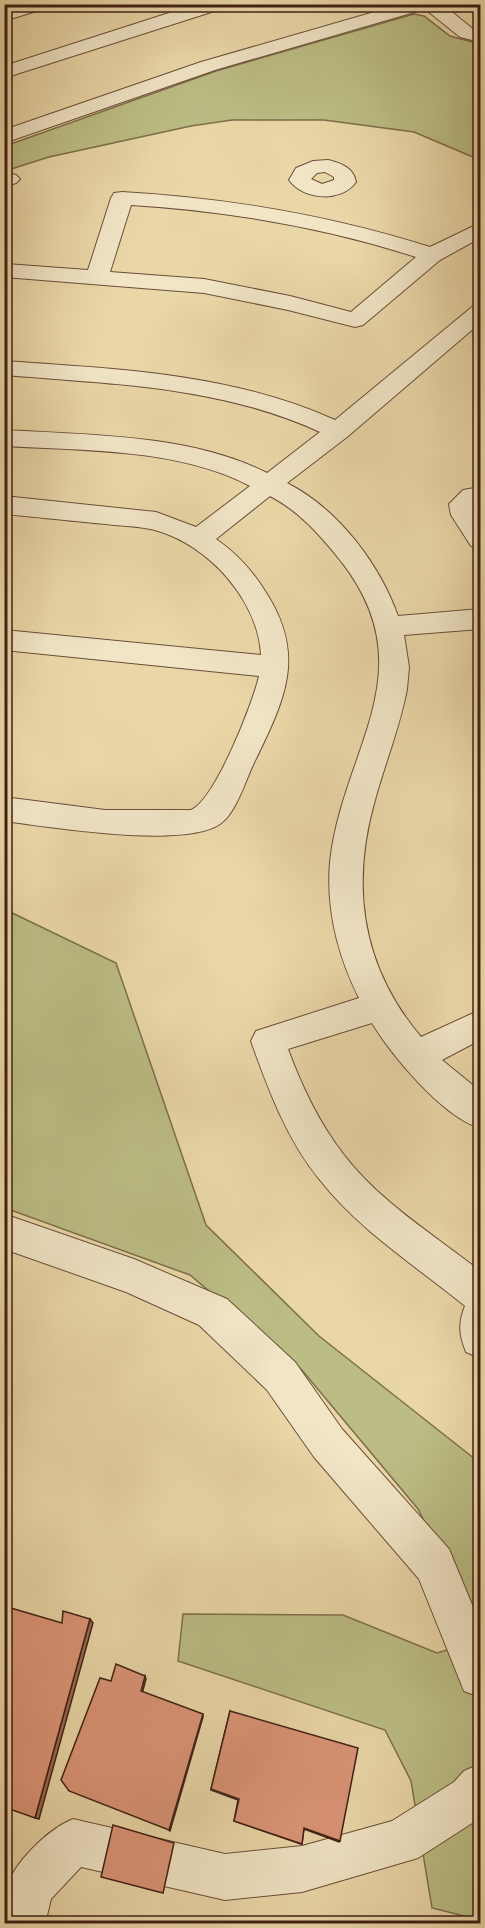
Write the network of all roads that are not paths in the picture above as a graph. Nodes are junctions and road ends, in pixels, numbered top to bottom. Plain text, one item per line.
1 (40, 4) edge
2 (218, 4) edge
3 (424, 4) edge
4 (430, 4) edge
5 (130, 11) dead end
6 (367, 11) edge
7 (4, 16) edge
8 (150, 24) junction
9 (480, 36) edge
10 (4, 72) edge
11 (7, 132) edge
12 (314, 189) dead end
13 (303, 218) junction
14 (480, 230) edge
15 (432, 255) junction
16 (5, 272) edge
17 (97, 277) junction
18 (480, 312) edge
19 (4, 368) edge
20 (338, 431) junction
21 (4, 438) edge
22 (273, 483) junction
23 (480, 495) edge
24 (4, 505) edge
25 (198, 539) junction
26 (480, 540) edge
27 (480, 620) edge
28 (388, 627) junction
29 (4, 640) edge
30 (275, 667) junction
31 (4, 809) edge
32 (381, 1006) junction
33 (480, 1024) edge
34 (416, 1056) junction
35 (480, 1112) edge
36 (4, 1231) edge
37 (480, 1294) edge
38 (480, 1316) edge
39 (480, 1339) edge
40 (480, 1675) edge
41 (480, 1787) edge
42 (21, 1923) edge

1 - 7 street
2 - 8 street
3 - 6 street
4 - 9 street
5 - 8 street
6 - 11 street
8 - 10 street
12 - 13 street
13 - 15 street
13 - 17 street
14 - 15 street
15 - 17 street
16 - 17 street
18 - 20 street
19 - 20 street
20 - 22 street
21 - 22 street
22 - 25 street
22 - 28 street
23 - 26 street
24 - 25 street
25 - 30 street
27 - 28 street
28 - 32 street
29 - 30 street
30 - 31 street
32 - 34 street
32 - 37 street
33 - 34 street
34 - 35 street
36 - 40 street
38 - 39 street
41 - 42 street

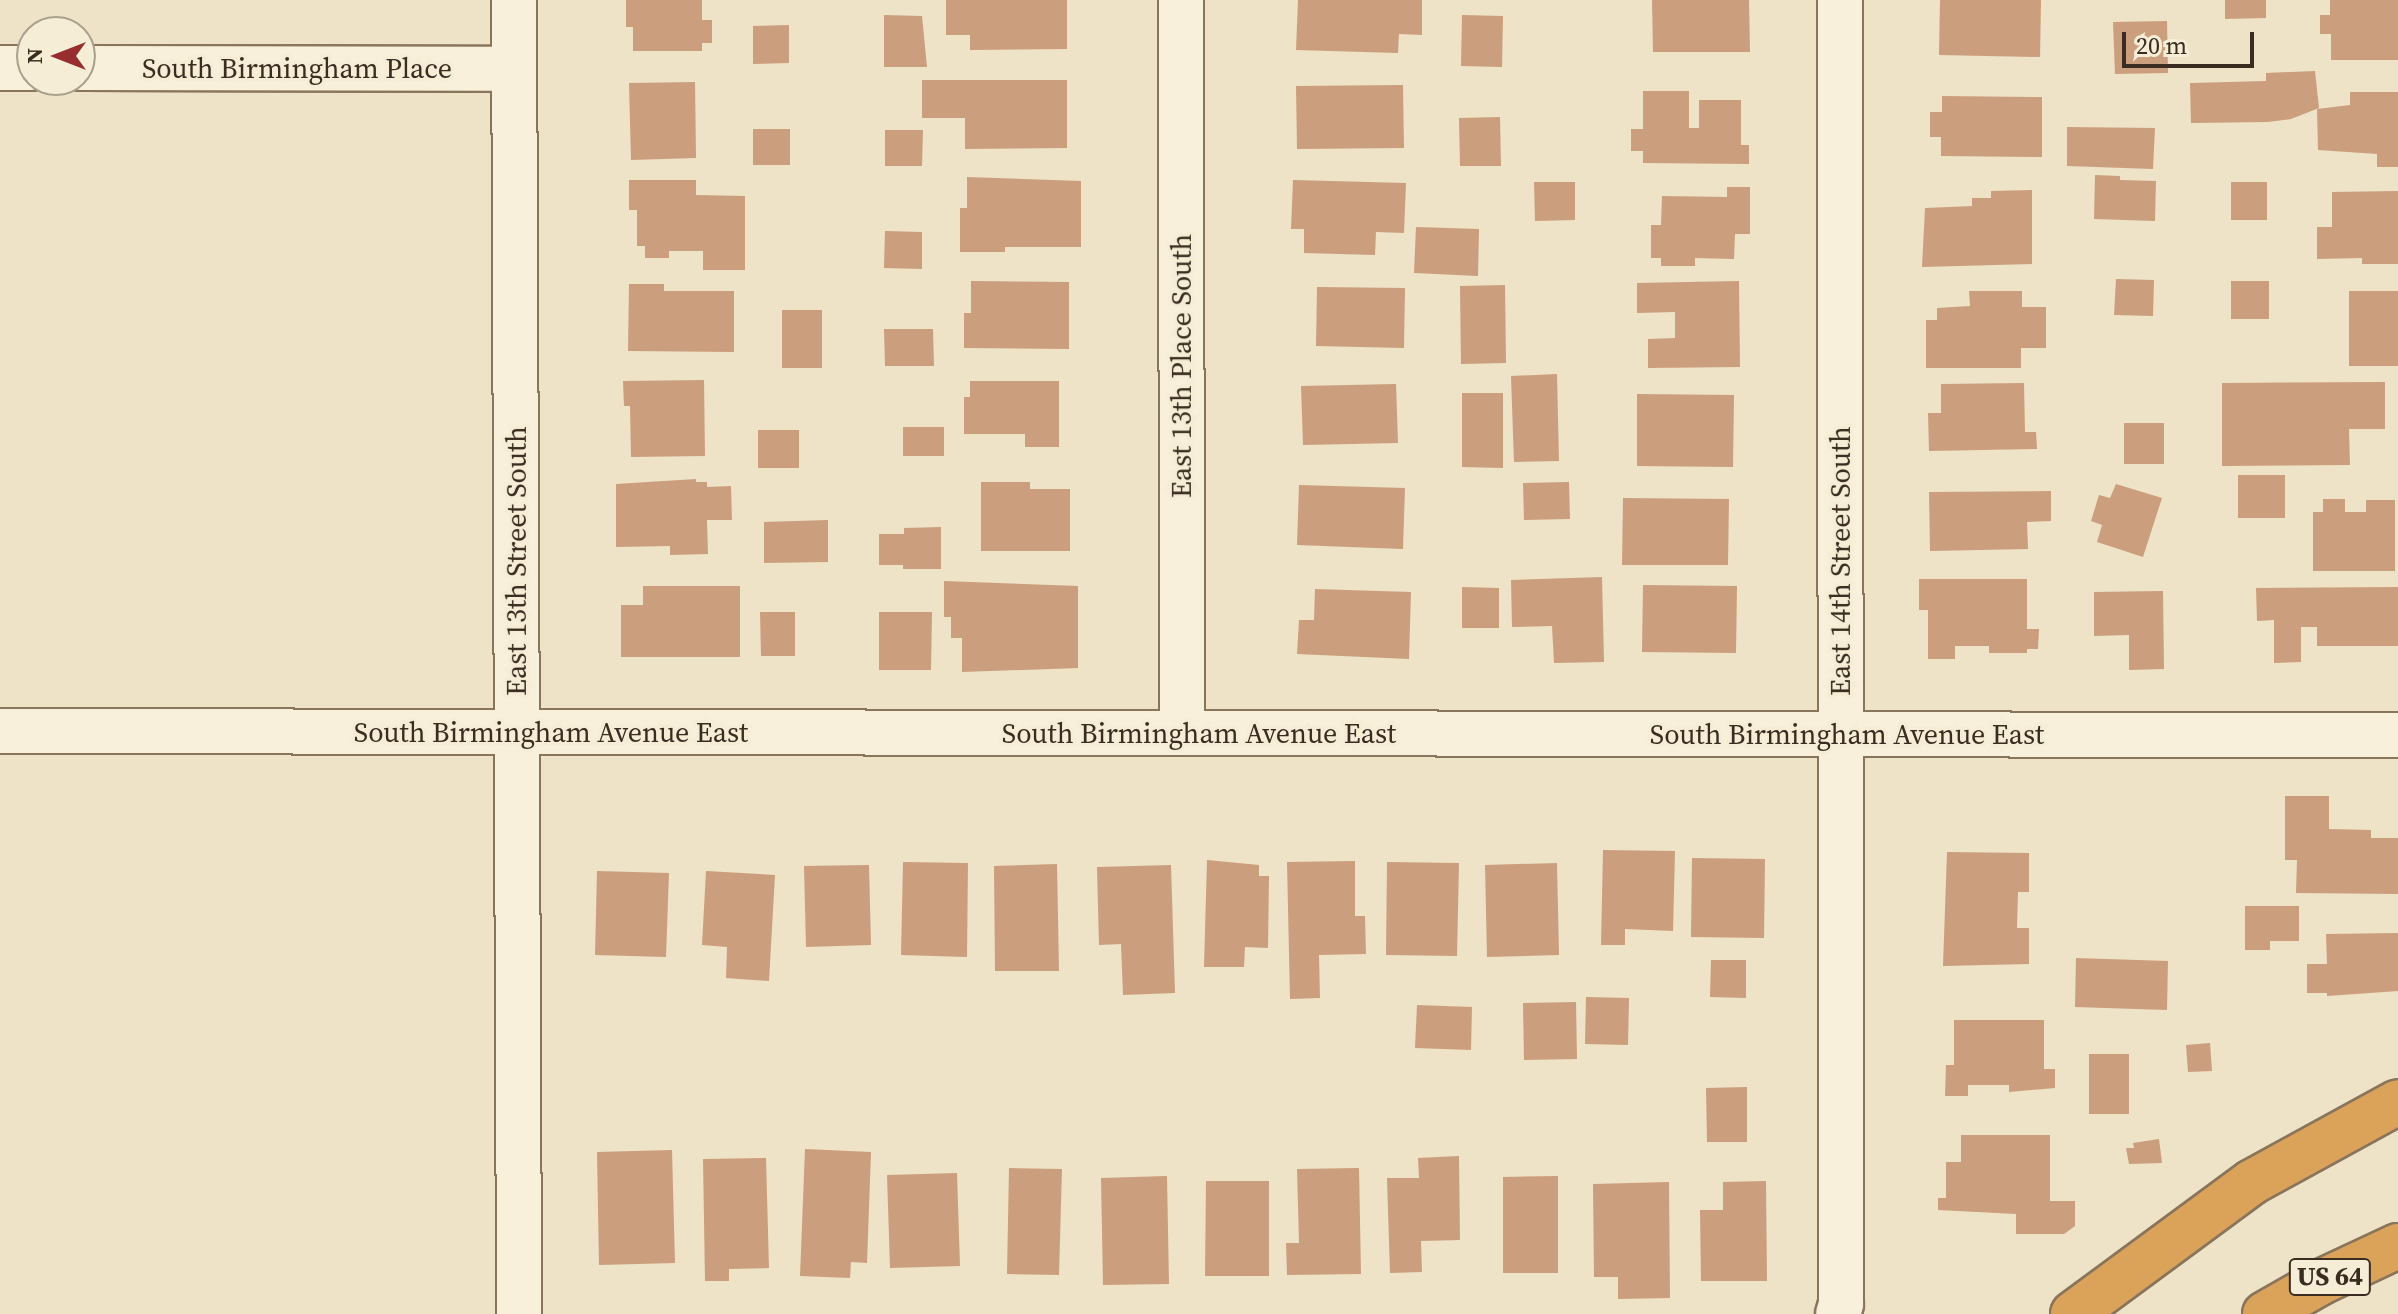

#### TASK ITEM
Pictures do not belong in the copy. Reproduce the rest of the data exactly.

#### COMPLETED EXERCISE
Write the network of all roads that are not paths in the picture above as a graph. Nodes are junctions and road ends, in pixels, numbered top to bottom. Plain text, one item per line.
1 (40, 4) edge
2 (218, 4) edge
3 (424, 4) edge
4 (430, 4) edge
5 (130, 11) dead end
6 (367, 11) edge
7 (4, 16) edge
8 (150, 24) junction
9 (480, 36) edge
10 (4, 72) edge
11 (7, 132) edge
12 (314, 189) dead end
13 (303, 218) junction
14 (480, 230) edge
15 (432, 255) junction
16 (5, 272) edge
17 (97, 277) junction
18 (480, 312) edge
19 (4, 368) edge
20 (338, 431) junction
21 (4, 438) edge
22 (273, 483) junction
23 (480, 495) edge
24 (4, 505) edge
25 (198, 539) junction
26 (480, 540) edge
27 (480, 620) edge
28 (388, 627) junction
29 (4, 640) edge
30 (275, 667) junction
31 (4, 809) edge
32 (381, 1006) junction
33 (480, 1024) edge
34 (416, 1056) junction
35 (480, 1112) edge
36 (4, 1231) edge
37 (480, 1294) edge
38 (480, 1316) edge
39 (480, 1339) edge
40 (480, 1675) edge
41 (480, 1787) edge
42 (21, 1923) edge

1 - 7 street
2 - 8 street
3 - 6 street
4 - 9 street
5 - 8 street
6 - 11 street
8 - 10 street
12 - 13 street
13 - 15 street
13 - 17 street
14 - 15 street
15 - 17 street
16 - 17 street
18 - 20 street
19 - 20 street
20 - 22 street
21 - 22 street
22 - 25 street
22 - 28 street
23 - 26 street
24 - 25 street
25 - 30 street
27 - 28 street
28 - 32 street
29 - 30 street
30 - 31 street
32 - 34 street
32 - 37 street
33 - 34 street
34 - 35 street
36 - 40 street
38 - 39 street
41 - 42 street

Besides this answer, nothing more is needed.